After Mozilla sunset Pocket — where reading lists landed in 2026
TL;DR
Mozilla shut down Pocket in 2025: it announced the closure on 22 May, stopped the apps and website on 8 July, and permanently deleted all unexported data on 12 November 2025.
Pocket’s export was a CSV inside a ZIP. It carried your links, titles, tags, and read or unread status — but never the saved article text.
Three self-hosted tools absorbed most of the people leaving: Linkwarden for full-page archives, Wallabag for the closest reading experience, and Shiori for a single-binary minimal setup.
The import paths differ. Linkwarden reads a Pocket export natively, Wallabag needs its file-based CSV importer because the old API path died with Pocket, and Shiori expects the legacy HTML format.
None of them bring back Pocket’s recommendation feed. Migrating trades algorithmic discovery for full ownership of your archive, at €9 per app per month managed.
What changed when Pocket shut down
Pocket ran for 18 years before Mozilla retired it in 2025. Mozilla announced the shutdown on 22 May, stopped the apps and website on 8 July, and deleted all unexported accounts on 12 November. The reason given was a shift in how people use the web. Saving, syncing, and reading all stopped at once.
The timeline ran in three stages. On 22 May 2025, Pocket left the app stores, new sign-ups closed, and subscription renewals stopped. On 8 July, the apps, the website, the browser extensions, and the Firefox integration all stopped working. Pocket then entered a 90-day window where the only thing you could do was export your data.
That window closed on 12 November 2025. Mozilla had pushed the date back twice from an original 8 October deadline. After 12 November, the export page went offline, the Pocket API was switched off, and every remaining account was queued for permanent deletion.
The shutdown reached further than the standalone app. Pocket was wired into Firefox through the save button and the New Tab recommendations.

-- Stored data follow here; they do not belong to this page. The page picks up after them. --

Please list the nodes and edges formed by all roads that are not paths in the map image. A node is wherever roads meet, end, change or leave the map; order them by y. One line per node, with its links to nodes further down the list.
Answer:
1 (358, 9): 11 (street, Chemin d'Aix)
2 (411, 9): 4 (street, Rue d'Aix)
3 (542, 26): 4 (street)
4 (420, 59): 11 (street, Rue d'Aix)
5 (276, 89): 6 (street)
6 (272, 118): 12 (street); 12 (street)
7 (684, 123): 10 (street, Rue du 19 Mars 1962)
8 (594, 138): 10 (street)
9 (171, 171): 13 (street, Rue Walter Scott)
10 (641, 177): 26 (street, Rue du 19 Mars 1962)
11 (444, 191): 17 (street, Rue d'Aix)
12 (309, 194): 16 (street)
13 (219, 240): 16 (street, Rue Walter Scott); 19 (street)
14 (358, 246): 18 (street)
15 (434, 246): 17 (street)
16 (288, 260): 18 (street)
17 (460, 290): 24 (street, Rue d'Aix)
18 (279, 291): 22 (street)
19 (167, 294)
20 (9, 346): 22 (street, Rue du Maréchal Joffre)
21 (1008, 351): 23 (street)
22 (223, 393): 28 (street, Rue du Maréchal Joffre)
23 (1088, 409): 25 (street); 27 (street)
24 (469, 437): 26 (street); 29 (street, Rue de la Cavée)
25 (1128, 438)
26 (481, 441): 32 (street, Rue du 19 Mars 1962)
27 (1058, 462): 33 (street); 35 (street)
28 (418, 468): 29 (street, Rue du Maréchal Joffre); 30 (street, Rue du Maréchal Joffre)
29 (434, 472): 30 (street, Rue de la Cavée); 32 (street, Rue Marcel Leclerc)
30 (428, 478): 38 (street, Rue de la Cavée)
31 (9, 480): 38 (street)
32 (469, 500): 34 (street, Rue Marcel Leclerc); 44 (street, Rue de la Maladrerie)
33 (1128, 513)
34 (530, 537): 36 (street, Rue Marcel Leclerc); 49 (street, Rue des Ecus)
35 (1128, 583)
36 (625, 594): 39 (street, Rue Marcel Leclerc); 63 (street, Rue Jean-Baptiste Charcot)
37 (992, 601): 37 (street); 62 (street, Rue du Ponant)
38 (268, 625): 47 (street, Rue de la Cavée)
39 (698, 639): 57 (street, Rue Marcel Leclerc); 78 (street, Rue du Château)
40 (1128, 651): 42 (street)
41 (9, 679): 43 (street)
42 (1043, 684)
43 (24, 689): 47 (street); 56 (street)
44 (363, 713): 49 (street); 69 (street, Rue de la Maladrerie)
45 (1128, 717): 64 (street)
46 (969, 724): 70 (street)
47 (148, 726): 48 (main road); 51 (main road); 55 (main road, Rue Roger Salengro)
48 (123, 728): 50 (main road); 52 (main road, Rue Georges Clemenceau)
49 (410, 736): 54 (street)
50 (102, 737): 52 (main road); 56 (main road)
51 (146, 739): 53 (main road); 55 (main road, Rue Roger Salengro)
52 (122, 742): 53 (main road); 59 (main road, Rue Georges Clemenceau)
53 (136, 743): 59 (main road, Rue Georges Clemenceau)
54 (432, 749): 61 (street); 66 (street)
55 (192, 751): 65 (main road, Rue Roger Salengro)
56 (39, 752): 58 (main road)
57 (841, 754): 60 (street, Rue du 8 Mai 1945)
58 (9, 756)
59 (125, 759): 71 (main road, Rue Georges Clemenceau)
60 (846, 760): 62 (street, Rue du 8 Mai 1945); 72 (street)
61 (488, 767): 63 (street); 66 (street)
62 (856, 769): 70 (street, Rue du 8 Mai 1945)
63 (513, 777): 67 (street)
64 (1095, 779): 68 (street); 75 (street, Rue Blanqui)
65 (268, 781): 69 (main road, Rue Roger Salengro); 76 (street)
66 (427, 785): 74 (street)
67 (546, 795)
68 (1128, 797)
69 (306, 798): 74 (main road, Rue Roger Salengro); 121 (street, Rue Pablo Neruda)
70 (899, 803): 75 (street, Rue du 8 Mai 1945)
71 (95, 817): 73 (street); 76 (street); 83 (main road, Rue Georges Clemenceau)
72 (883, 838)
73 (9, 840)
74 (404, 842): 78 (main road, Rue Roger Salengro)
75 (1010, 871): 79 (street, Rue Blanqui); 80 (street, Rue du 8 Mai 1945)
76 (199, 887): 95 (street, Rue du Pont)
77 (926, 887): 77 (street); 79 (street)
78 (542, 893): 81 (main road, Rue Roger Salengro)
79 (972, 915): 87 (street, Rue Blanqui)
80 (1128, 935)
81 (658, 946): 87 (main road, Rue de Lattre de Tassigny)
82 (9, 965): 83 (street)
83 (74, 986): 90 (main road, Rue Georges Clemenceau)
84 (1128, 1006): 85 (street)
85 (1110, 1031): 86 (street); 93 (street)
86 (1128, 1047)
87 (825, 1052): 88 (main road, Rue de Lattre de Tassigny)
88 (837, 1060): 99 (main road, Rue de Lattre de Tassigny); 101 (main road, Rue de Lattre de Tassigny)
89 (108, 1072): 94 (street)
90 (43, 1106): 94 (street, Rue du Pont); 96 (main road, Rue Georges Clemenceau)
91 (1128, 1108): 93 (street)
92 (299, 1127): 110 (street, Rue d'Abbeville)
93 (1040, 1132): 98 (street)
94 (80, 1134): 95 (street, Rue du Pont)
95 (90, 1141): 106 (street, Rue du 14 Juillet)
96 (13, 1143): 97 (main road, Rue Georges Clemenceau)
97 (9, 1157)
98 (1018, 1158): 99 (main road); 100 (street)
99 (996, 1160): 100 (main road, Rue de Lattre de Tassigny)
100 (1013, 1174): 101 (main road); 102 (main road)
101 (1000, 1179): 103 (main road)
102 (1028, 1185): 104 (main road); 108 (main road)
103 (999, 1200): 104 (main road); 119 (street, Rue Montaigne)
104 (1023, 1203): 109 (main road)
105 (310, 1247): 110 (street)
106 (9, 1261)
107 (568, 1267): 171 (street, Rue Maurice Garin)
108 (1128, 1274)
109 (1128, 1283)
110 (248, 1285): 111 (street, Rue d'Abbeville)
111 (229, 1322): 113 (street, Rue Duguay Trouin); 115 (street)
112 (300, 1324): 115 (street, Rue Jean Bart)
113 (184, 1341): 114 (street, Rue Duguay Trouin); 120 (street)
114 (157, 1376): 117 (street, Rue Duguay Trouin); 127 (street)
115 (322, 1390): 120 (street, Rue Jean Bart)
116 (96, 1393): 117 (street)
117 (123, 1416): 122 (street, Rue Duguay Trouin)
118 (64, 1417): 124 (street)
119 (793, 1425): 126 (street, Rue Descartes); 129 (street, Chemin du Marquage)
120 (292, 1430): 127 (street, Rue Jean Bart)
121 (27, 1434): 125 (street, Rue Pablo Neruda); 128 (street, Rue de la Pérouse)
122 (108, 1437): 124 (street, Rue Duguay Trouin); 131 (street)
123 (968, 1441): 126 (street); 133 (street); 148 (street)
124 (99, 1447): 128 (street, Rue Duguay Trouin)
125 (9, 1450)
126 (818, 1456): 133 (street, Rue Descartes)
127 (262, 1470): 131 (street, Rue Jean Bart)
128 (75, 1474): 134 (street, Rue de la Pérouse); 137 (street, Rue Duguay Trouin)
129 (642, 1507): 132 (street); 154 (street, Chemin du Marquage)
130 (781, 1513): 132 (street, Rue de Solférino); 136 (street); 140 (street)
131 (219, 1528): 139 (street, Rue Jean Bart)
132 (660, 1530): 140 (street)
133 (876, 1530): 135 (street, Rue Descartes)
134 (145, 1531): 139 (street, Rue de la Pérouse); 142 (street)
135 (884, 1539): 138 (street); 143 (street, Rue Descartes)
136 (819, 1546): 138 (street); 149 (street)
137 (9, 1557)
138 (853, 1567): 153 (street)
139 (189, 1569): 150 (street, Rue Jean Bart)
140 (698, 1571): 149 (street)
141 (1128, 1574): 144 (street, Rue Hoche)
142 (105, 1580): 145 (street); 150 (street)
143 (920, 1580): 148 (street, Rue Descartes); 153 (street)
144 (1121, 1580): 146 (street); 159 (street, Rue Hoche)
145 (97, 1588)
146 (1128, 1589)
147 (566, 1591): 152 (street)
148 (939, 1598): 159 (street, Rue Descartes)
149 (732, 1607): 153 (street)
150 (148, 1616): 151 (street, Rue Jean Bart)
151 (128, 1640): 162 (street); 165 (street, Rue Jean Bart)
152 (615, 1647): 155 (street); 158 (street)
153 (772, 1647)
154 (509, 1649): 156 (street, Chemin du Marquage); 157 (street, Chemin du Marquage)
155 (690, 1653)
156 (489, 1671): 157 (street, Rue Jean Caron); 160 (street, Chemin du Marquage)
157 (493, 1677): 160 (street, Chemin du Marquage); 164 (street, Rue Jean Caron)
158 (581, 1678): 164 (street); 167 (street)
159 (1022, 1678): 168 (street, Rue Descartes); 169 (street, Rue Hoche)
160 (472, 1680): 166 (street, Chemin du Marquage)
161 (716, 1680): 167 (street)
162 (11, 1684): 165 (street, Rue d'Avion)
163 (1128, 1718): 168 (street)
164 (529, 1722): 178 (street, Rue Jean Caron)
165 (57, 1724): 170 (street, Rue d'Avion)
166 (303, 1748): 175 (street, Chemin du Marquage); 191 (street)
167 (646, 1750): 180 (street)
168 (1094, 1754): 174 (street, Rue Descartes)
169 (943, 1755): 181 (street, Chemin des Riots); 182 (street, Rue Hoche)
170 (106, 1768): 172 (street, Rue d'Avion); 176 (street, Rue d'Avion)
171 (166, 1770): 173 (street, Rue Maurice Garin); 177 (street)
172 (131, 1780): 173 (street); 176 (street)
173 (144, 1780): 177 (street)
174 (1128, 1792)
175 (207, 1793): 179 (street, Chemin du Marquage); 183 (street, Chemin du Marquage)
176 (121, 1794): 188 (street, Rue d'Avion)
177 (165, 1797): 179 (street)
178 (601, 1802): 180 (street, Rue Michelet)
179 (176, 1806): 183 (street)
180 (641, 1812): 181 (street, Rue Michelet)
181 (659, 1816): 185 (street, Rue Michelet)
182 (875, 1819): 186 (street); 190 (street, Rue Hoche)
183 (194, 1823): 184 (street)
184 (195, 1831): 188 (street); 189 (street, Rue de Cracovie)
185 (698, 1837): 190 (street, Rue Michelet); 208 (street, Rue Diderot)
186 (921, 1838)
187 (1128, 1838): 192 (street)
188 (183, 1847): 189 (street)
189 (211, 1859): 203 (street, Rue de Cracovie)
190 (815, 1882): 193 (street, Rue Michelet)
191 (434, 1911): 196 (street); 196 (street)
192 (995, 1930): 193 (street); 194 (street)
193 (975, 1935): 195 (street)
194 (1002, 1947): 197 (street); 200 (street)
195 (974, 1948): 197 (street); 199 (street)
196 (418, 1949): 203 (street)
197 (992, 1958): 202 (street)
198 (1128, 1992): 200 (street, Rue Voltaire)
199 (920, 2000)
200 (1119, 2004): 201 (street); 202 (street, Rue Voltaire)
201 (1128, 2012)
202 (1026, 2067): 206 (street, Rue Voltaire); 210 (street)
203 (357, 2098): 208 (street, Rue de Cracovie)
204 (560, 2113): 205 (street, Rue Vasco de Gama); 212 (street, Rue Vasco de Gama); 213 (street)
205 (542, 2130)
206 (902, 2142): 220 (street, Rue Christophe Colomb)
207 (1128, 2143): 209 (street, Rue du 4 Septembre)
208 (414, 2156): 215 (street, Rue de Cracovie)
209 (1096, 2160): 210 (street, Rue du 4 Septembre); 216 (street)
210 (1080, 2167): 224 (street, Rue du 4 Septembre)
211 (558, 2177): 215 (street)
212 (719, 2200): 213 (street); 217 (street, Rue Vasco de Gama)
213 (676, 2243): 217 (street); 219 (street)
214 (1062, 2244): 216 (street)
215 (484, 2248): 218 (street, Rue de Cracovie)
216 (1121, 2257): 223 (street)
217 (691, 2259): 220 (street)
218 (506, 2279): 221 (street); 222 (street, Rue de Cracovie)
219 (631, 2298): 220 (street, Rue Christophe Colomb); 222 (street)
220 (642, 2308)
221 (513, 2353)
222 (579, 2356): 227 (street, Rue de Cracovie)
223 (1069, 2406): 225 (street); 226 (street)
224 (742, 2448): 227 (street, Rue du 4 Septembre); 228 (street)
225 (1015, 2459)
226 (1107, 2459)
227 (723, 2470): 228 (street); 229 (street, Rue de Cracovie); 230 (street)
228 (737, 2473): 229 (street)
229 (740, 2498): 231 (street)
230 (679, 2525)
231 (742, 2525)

Mozilla removed that integration in Firefox 140, and in the ESR 115 and 128 builds.
Pocket Premium subscriptions were refunded automatically on 8 July, prorated to the original payment method. The long-running Pocket Hits newsletter survived under a new name, Ten Tabs, from 17 June. Mozilla framed the whole decision as a response to changing browsing habits and a move to put resources back into Firefox.
What the Pocket export actually gave you
Pocket’s export was a CSV file delivered inside a ZIP archive. It listed your links with their titles, the time you saved each one, your tags, and whether each item was unread or archived. Large libraries arrived split across several CSV files. What it did not contain was the text of the articles themselves.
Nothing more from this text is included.